Many employers who have had it drilled into them that HIPAA applies to protected health information (PHI) of employees are often surprised to learn that the applicability of HIPAA to employee health information (EHI) is actually quite narrow. HIPAA only applies to EHI related to the employer’s group health plans (such as medical, dental, employee assistance program (EAP) and health flexible spending arrangement (FSA)). Employer-sponsored group health plans are HIPAA covered entities. Further, although this is true regardless of whether the group health plan is insured by an insurance company or self-insured by the employer, the employer will not generally have HIPAA compliance responsibilities for an insured group health plan if it does not receive any EHI other than for the limited purpose of enrollment activities, or summary health information for amending or terminating the plan or obtaining premium bids. Instead, for a fully-insured group health plan, HIPAA compliance will generally be handled by the insurance company, which is also subject to HIPAA as a covered entity.
HIPAA doesn’t apply to EHI that the employer obtains from a source other than its group health plans, such as medical information related to employment (including pre-employment physicals, drug testing results, medical leave or workers’ compensation) and information from other employment-related benefits that are not group health plans (such as life or disability insurance). This result does not change merely because the employee’s health information is PHI when held by a HIPAA-covered entity health care provider who tested or treated the employee before the information was transferred to the employer via a HIPAA-compliant authorization.
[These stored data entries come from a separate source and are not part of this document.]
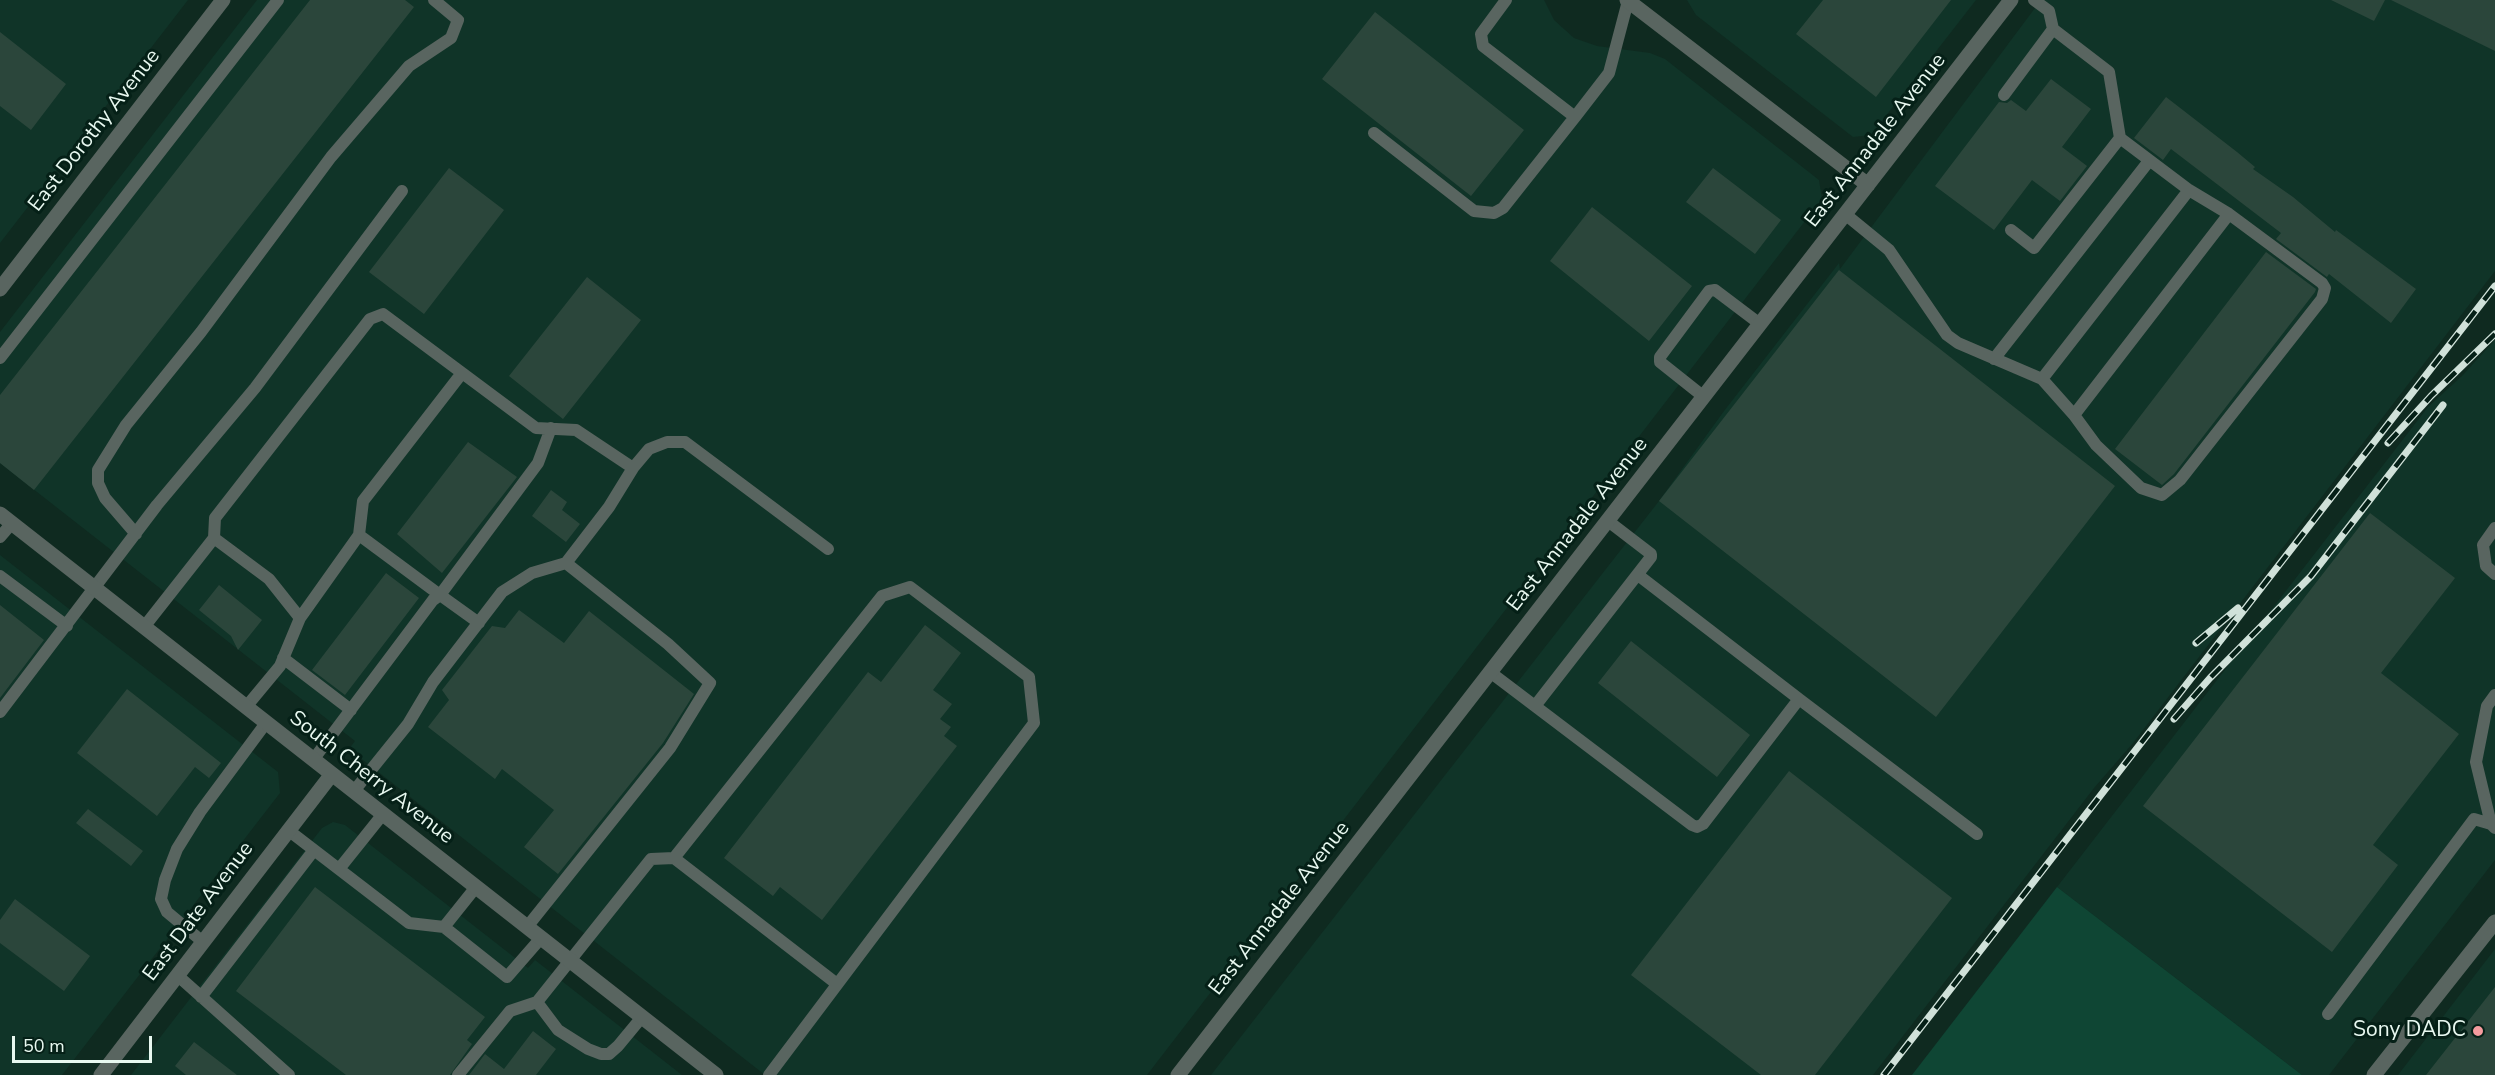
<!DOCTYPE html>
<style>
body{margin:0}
#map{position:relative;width:2495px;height:1075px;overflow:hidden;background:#0f2a20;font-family:"Nunito Sans",sans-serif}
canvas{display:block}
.scale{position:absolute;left:12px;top:1036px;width:140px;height:27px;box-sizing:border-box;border:3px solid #e8f8f0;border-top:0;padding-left:8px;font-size:18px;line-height:21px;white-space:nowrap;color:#e8f8f0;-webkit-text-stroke:4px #052017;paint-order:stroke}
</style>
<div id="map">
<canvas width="2495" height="1075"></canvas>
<div class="scale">50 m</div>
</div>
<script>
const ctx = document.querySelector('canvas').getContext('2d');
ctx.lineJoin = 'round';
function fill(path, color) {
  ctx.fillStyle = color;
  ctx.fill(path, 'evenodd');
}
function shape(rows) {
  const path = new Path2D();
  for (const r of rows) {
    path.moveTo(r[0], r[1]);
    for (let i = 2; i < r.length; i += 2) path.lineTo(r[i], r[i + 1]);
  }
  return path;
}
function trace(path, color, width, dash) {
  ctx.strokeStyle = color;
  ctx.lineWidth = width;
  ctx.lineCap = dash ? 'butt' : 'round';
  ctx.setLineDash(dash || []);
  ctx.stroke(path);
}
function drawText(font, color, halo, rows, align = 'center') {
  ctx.font = font + ' "Nunito Sans",sans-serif';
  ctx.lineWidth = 6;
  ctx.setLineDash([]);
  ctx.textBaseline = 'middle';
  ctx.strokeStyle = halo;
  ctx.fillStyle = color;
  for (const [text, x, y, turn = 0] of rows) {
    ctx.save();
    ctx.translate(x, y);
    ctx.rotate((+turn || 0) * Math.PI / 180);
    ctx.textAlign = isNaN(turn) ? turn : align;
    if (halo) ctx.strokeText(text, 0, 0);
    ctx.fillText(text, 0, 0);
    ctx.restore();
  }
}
fill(shape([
 [0,0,188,0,0,243],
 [257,0,1544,0,1554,20,1574,38,1597,46,1650,53,1665,59,1819,180,1822,199,1147,1075,765,1075,349,749,355,741,0,463,0,332],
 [1687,0,1976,0,1871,135,1853,137,1696,15],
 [2041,0,2495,0,2495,271,2133,743,2094,788,1873,1075,1211,1075,1659,501,1724,411,1839,263,1840,269],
 [2495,340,2495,860,2329,1075,2302,1075,2057,887,2428,407,2462,376],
 [0,555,278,772,280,793,62,1075,0,1075],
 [333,822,345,825,528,968,535,960,682,1075,131,1075,322,828],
 [2495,949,2495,1075,2398,1075]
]), '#103428');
fill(shape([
 [2057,887,2302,1075,1912,1075]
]), '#0f4634');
fill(shape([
 [310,0,405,0,414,7,34,490,0,463,0,395],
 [1823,0,1951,0,1876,97,1796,34],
 [2331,0,2385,0,2374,21],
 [2391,0,2495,0,2495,51],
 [1375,12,1524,130,1471,196,1322,79],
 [0,32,66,84,31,130,0,106],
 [2051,79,2091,109,2062,147,2087,166,2060,201,2032,180,1994,230,1935,186,1999,102,2007,103,2011,100,2026,111],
 [2166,97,2237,152,2255,167,2253,169,2293,197,2335,232,2336,230,2416,289,2391,323,2329,274,2327,277,2276,239,2281,233,2171,149,2163,160,2134,138],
 [449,168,504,210,424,314,369,272],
 [1713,168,1781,220,1755,254,1686,202],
 [1592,207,1692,286,1649,341,1550,261],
 [2266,252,2316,289,2315,292,2174,474,2162,485,2115,449],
 [1839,270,2115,486,1936,717,1659,501],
 [587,277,641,320,563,419,509,376],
 [468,442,517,477,442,573,397,534],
 [551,490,567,502,562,510,580,524,566,542,532,516],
 [2370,513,2455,578,2381,673,2459,734,2373,845,2398,865,2332,952,2143,806],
 [386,573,419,598,345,695,312,670],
 [219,585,262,620,238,650,231,636,199,610],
 [0,605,44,640,0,698],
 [519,610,564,643,589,611,694,694,663,743,558,874,524,847,554,810,502,769,495,779,428,727,449,700,442,690,492,626,505,628],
 [925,625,961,653,933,690,952,704,940,719,951,727,944,736,957,746,822,920,780,887,773,896,724,858,868,672,881,682],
 [1631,641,1750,735,1717,777,1598,683],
 [127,689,221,763,209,778,195,767,157,816,77,753],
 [1789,771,1952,898,1815,1075,1761,1075,1631,975],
 [88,809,143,851,131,866,76,823],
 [315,887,485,1017,467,1040,472,1044,450,1075,346,1075,236,991],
 [15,899,90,956,64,991,0,943,0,920],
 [2495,987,2495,1075,2426,1075],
 [533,1031,556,1049,536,1075,469,1075,485,1054,504,1069],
 [194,1042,237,1075,186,1075,175,1066]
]), '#2b463b');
trace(shape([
 [1506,0,1481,34,1483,46,1575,117,1609,73,1628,1],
 [2004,95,2053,29],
 [1374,133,1474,211,1494,213,1503,208,1575,117],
 [1845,214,1889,250,1947,335,1958,343,2042,379,2074,415,2096,445,2141,488,2162,495,2180,480,2322,299,2325,288,2322,283,2229,214,2189,190,2120,138,2109,72,2053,29,2049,11,2034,0],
 [2011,230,2034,248,2120,138],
 [0,358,278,0],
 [1994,359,2149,161],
 [2042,379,2189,190],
 [1704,397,1660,362,1660,357,1709,291,1715,290,1760,324],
 [2074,415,2229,214],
 [2495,528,2483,545,2486,566,2495,574],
 [136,534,105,498,98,483,98,470,126,425,201,332,331,157,409,66,451,38,458,20,434,0],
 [359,535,440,595,538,463,551,428],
 [0,537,12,523],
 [214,538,269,579,300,618,280,666,246,707],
 [1638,575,1799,699],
 [0,576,67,626],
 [300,618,359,535,363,501,462,373],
 [144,627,214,538,215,518,370,319,383,314,536,428,576,430,633,468,649,449,667,442,685,442,828,549],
 [283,658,351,710],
 [1490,672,1692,825,1697,827,1703,824,1799,699,1977,834],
 [1535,706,1651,557,1651,554,1608,521],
 [0,712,157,505,255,388,402,191],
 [313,760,433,600,440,595,479,623],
 [354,791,408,724,433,682,502,592,532,573,566,563,609,507,633,468],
 [2491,824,2476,762,2487,706,2495,695],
 [288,830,409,923,444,927,476,887],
 [674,858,837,984],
 [339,869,383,814],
 [444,927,507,977,541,938],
 [527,927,670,748,710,683,668,644,566,563],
 [203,942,167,912,161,899,165,880,177,849,200,812,266,723],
 [177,975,289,1075],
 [201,997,314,850],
 [2328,1014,2474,819,2491,824,2495,828],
 [642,1017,618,1046,609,1054,601,1054,588,1049,558,1030,537,1002,651,859,674,858,882,596,910,587,1029,677,1034,723,769,1075],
 [458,1075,510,1011,537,1002]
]), '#596560', 12);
trace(shape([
 [1627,0,1868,185],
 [0,289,223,0],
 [0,514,716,1075],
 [101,1075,332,774],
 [1178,1075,2011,0],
 [2374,1075,2495,922]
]), '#596560', 15);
const rail = shape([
 [2388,443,2431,396,2495,334],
 [2196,643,2238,608],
 [2174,719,2210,678,2311,576,2443,405],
 [1884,1075,2495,286]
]);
trace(rail, '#d0e1d9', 7);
trace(rail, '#052017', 4.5, [14]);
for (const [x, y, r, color] of [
 [2478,1031,6,"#f59b9e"]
]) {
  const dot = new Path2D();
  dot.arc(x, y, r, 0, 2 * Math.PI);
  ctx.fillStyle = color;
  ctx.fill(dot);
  trace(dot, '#052017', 2);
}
drawText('21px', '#e8f8f0', '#052017', [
 ["East Dorothy Avenue",95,131,-52],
 ["East Annadale Avenue",1876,141,-52],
 ["East Annadale Avenue",1578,525,-52],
 ["South Cherry Avenue",371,778,38],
 ["East Annadale Avenue",1280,909,-52],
 ["East Date Avenue",199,912,-53]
]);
drawText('21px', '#e8f8f0', '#052017', [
 ["Sony DADC",2466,1031]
], 'right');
</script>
Even though EHI obtained by an employer for employment-related reasons or relating to non-group health plan benefits isn’t subject to HIPAA, this doesn’t mean the employer can throw caution to the wind. Other federal and state laws (such as the Family and Medical Leave Act (FMLA), Americans with Disabilities Act (ADA) and state workers’ compensation laws) impose restrictions on the employer’s access to and use and disclosure of this EHI and impose obligations to maintain confidentiality of the EHI. These restrictions and obligations apply regardless of how the employer obtains the EHI (for example, even if obtained pursuant to an authorization signed by the employee or directly from the employee).
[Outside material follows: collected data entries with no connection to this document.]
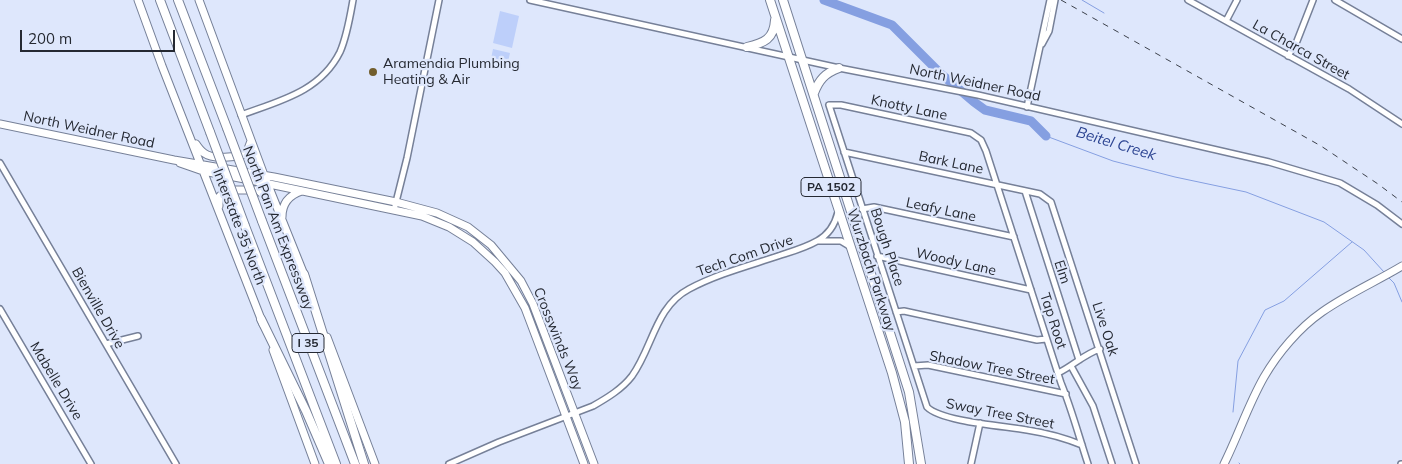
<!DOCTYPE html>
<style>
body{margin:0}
#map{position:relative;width:1402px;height:464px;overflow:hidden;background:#dee7fc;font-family:Mulish,sans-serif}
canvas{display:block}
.scale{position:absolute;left:20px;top:30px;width:155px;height:22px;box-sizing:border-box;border:2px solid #252932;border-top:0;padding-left:6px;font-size:15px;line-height:18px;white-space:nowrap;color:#252932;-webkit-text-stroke:4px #dee7fc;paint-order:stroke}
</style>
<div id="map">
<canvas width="1402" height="464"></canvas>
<div class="scale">200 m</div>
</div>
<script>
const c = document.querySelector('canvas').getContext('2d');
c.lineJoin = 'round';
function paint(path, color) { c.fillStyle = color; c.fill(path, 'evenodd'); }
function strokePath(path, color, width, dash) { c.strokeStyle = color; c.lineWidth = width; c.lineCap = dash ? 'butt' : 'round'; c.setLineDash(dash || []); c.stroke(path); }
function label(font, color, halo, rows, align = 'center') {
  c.font = font + ' Mulish,sans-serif'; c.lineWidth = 4.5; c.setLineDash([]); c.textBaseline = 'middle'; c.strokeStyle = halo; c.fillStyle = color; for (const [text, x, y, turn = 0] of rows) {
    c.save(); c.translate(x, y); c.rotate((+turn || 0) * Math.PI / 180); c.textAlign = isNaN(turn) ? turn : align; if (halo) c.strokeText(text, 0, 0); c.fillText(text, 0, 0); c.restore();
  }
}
paint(new Path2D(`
 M 500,11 L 519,16 L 512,48 L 493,43 Z
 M 493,49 L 510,53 L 508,62 L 491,59 Z`), '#bdcffa');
strokePath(new Path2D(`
 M 1082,0 L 1104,13
 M 1046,136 L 1113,161 L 1175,177 L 1246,192 L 1324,222 L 1364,250 L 1384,272
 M 1388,277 L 1394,283 L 1402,302
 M 1233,412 L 1238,361 L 1265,310 L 1284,301 L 1352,242
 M 1239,463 L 1240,464`), '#859fe1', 1);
strokePath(new Path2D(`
 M 824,0 L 892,25 L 941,74 L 974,102 L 985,110 L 1031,121 L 1046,136`), '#859fe1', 9);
const minor = new Path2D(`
 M 530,0 L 839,68 L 978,95 L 1269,162 L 1340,183 L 1377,205 L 1402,224
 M 1188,0 L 1349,89 L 1402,124
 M 1335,0 L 1402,39
 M 1226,21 L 1237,0
 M 1042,44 L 1049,31 L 1055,0
 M 1288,56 L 1297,41 L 1313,0
 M 1027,107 L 1050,0
 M 241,115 C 279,101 320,92 340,52 C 347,36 350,17 353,0
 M 844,152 L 1040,194 L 1051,202 L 1136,464
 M 0,163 L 176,464
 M 1025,191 L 1079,360
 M 862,209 L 874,207 L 1014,237
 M 394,210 L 407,158 L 439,0
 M 818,241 L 841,241 L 851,247
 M 877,256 L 1031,290
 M 0,309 L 91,464
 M 896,312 L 904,311 L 1037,340 L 1046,339
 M 106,344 L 138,336
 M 914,366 L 928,365 L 1066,394
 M 1071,366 L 1093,406 L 1112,464
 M 1058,373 C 1073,366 1084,354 1100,349
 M 1082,445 C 1065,438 1046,433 1027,430 C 1005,426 942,422 927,407 L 829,105 L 841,105 L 971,133 L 981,140 L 986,151 L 1061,383 C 1072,410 1079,437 1088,464
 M 449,464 L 499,442 L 593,406 C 607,398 622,389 632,376 C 653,347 655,307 689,289 C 717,274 748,266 778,256 C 790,252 805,248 817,241 C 828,235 835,225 838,212
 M 971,464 L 980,423
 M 1401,464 L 1402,464`);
const major = new Path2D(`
 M 138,0 L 162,66 L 263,324
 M 199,0 L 264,175 L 305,277
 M 0,124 L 174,160 L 274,177 L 396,202 L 437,213 L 468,227 L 491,245 L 521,281 L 533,304 L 594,464
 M 196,144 C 198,147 201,151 204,153 C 213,160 236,157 246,154 L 251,141
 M 180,163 L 203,171 L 255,181 L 422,216 L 449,227 L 473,242 L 495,262 L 505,273 L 525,308 L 584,464
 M 219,206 L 219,197 L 226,190 L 258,190 L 274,204
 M 282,217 C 282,203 289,195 302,191
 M 327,337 L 375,464
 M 273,350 L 315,464
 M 1224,464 C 1238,436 1248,405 1264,377 C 1278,353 1299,328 1322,312 C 1346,295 1377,281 1402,266`);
const highway = new Path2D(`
 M 160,0 L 210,132
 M 178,0 L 227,128
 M 770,0 L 892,373 L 905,422 L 909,464
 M 783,0 L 909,392 L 921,464
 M 747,47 C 764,43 774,39 775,20
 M 814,93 C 819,80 825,73 839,68
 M 262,221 L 355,464
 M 245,226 L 336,464
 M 304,274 L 364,464
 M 261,319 L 306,411 L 329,464`);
strokePath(minor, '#768098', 8);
strokePath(major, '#768098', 9);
strokePath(highway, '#768098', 10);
strokePath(minor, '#fff', 5);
strokePath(major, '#fff', 7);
strokePath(highway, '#fff', 8);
strokePath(new Path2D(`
 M 1061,0 L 1321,146 L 1378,184 L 1402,202`), '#3c414b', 1, [6, 6]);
const highwayBridge = new Path2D(`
 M 227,128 L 262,221
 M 210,132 L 245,226`);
strokePath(highwayBridge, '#768098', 10, []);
strokePath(highwayBridge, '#fff', 8);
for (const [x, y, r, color] of [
 [373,72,5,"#725e2d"]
]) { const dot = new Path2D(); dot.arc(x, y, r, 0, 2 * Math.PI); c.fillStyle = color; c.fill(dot); strokePath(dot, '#dee7fc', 2); }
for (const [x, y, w] of [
 [831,187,60],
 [308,343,32]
]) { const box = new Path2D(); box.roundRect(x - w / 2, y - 9.5, w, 19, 4); c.fillStyle = '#dee7fc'; c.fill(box); strokePath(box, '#252932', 1); }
label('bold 12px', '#252932', null, [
 ["PA 1502",831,187],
 ["I 35",308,343]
]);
label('14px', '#252932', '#dee7fc', [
 ["La Charca Street",1301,50,29],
 ["North Weidner Road",975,83,12],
 ["Knotty Lane",909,108,12],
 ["North Weidner Road",89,130,12],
 ["Bark Lane",951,163,12],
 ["Leafy Lane",941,210,12],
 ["Interstate 35 North",239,227,69],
 ["North Pan Am Expressway",278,228,69],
 ["Bough Place",887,247,72],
 ["Tech Com Drive",745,256,-19],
 ["Woody Lane",956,262,13],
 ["Wurzbach Parkway",871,270,72],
 ["Elm",1062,272,72],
 ["Bienville Drive",98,308,60],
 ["Tap Root",1053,321,72],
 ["Live Oak",1105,329,72],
 ["Crosswinds Way",558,339,68],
 ["Shadow Tree Street",992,368,11],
 ["Mabelle Drive",56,381,59],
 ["Sway Tree Street",1000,414,11]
]);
label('14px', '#252932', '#dee7fc', [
 ["Aramendia Plumbing",383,64],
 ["Heating & Air",383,80]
], 'left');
label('italic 15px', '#2b4391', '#dee7fc', [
 ["Beitel Creek",1116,144,17]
]);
</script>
Because other laws protect EHI even when HIPAA does not, it’s often helpful for the employer to apply the same or similar safeguards to all EHI, even if HIPAA does not apply. Applying HIPAA-like safeguards to EHI that isn’t subject to HIPAA not only will often bring the employer a long way towards complying with other federal and state laws that may apply; it may also avoid the necessity of categorizing types of EHI to determine what level of safeguards should be imposed.